Repeat each line of the records below exactly.

### [Recorded information]
=== Begin Enclosure ===
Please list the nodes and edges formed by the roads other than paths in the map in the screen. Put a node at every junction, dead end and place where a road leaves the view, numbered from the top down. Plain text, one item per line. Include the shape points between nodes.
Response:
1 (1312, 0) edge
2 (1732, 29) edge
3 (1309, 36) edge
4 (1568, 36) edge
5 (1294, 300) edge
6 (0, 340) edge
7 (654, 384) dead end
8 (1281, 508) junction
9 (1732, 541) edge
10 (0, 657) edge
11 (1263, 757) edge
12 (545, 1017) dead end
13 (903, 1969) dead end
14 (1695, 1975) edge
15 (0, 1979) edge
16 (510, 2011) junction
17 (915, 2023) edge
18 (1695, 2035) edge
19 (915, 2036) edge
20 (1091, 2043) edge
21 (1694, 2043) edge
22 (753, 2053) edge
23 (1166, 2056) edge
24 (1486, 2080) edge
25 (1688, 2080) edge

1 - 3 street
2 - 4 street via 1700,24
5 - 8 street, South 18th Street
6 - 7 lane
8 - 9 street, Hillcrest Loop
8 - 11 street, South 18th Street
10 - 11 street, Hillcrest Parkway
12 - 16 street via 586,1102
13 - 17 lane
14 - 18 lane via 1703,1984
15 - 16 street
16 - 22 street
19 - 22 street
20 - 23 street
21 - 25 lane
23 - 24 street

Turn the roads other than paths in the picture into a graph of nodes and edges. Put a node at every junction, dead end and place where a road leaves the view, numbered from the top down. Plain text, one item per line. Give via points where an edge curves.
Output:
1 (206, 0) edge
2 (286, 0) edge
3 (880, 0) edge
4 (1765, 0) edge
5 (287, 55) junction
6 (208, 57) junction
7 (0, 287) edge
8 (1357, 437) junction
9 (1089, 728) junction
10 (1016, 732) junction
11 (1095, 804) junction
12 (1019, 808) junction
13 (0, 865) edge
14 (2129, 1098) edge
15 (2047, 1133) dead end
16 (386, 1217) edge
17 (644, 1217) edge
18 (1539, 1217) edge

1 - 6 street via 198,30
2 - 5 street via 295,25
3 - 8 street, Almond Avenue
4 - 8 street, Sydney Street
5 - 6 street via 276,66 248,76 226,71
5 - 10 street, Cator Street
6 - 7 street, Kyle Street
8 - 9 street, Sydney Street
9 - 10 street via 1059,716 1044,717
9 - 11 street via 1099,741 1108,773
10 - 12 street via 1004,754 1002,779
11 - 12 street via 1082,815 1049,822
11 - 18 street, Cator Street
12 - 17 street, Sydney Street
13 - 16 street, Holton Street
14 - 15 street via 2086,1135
=== End Enclosure ===
### [Exercise answer]
Please list the nodes and edges formed by the roads other than paths in the map in the screen. Put a node at every junction, dead end and place where a road leaves the view, numbered from the top down. Plain text, one item per line. Include the shape points between nodes.
Response:
1 (1312, 0) edge
2 (1732, 29) edge
3 (1309, 36) edge
4 (1568, 36) edge
5 (1294, 300) edge
6 (0, 340) edge
7 (654, 384) dead end
8 (1281, 508) junction
9 (1732, 541) edge
10 (0, 657) edge
11 (1263, 757) edge
12 (545, 1017) dead end
13 (903, 1969) dead end
14 (1695, 1975) edge
15 (0, 1979) edge
16 (510, 2011) junction
17 (915, 2023) edge
18 (1695, 2035) edge
19 (915, 2036) edge
20 (1091, 2043) edge
21 (1694, 2043) edge
22 (753, 2053) edge
23 (1166, 2056) edge
24 (1486, 2080) edge
25 (1688, 2080) edge

1 - 3 street
2 - 4 street via 1700,24
5 - 8 street, South 18th Street
6 - 7 lane
8 - 9 street, Hillcrest Loop
8 - 11 street, South 18th Street
10 - 11 street, Hillcrest Parkway
12 - 16 street via 586,1102
13 - 17 lane
14 - 18 lane via 1703,1984
15 - 16 street
16 - 22 street
19 - 22 street
20 - 23 street
21 - 25 lane
23 - 24 street

Turn the roads other than paths in the picture into a graph of nodes and edges. Put a node at every junction, dead end and place where a road leaves the view, numbered from the top down. Plain text, one item per line. Give via points where an edge curves.
Output:
1 (206, 0) edge
2 (286, 0) edge
3 (880, 0) edge
4 (1765, 0) edge
5 (287, 55) junction
6 (208, 57) junction
7 (0, 287) edge
8 (1357, 437) junction
9 (1089, 728) junction
10 (1016, 732) junction
11 (1095, 804) junction
12 (1019, 808) junction
13 (0, 865) edge
14 (2129, 1098) edge
15 (2047, 1133) dead end
16 (386, 1217) edge
17 (644, 1217) edge
18 (1539, 1217) edge

1 - 6 street via 198,30
2 - 5 street via 295,25
3 - 8 street, Almond Avenue
4 - 8 street, Sydney Street
5 - 6 street via 276,66 248,76 226,71
5 - 10 street, Cator Street
6 - 7 street, Kyle Street
8 - 9 street, Sydney Street
9 - 10 street via 1059,716 1044,717
9 - 11 street via 1099,741 1108,773
10 - 12 street via 1004,754 1002,779
11 - 12 street via 1082,815 1049,822
11 - 18 street, Cator Street
12 - 17 street, Sydney Street
13 - 16 street, Holton Street
14 - 15 street via 2086,1135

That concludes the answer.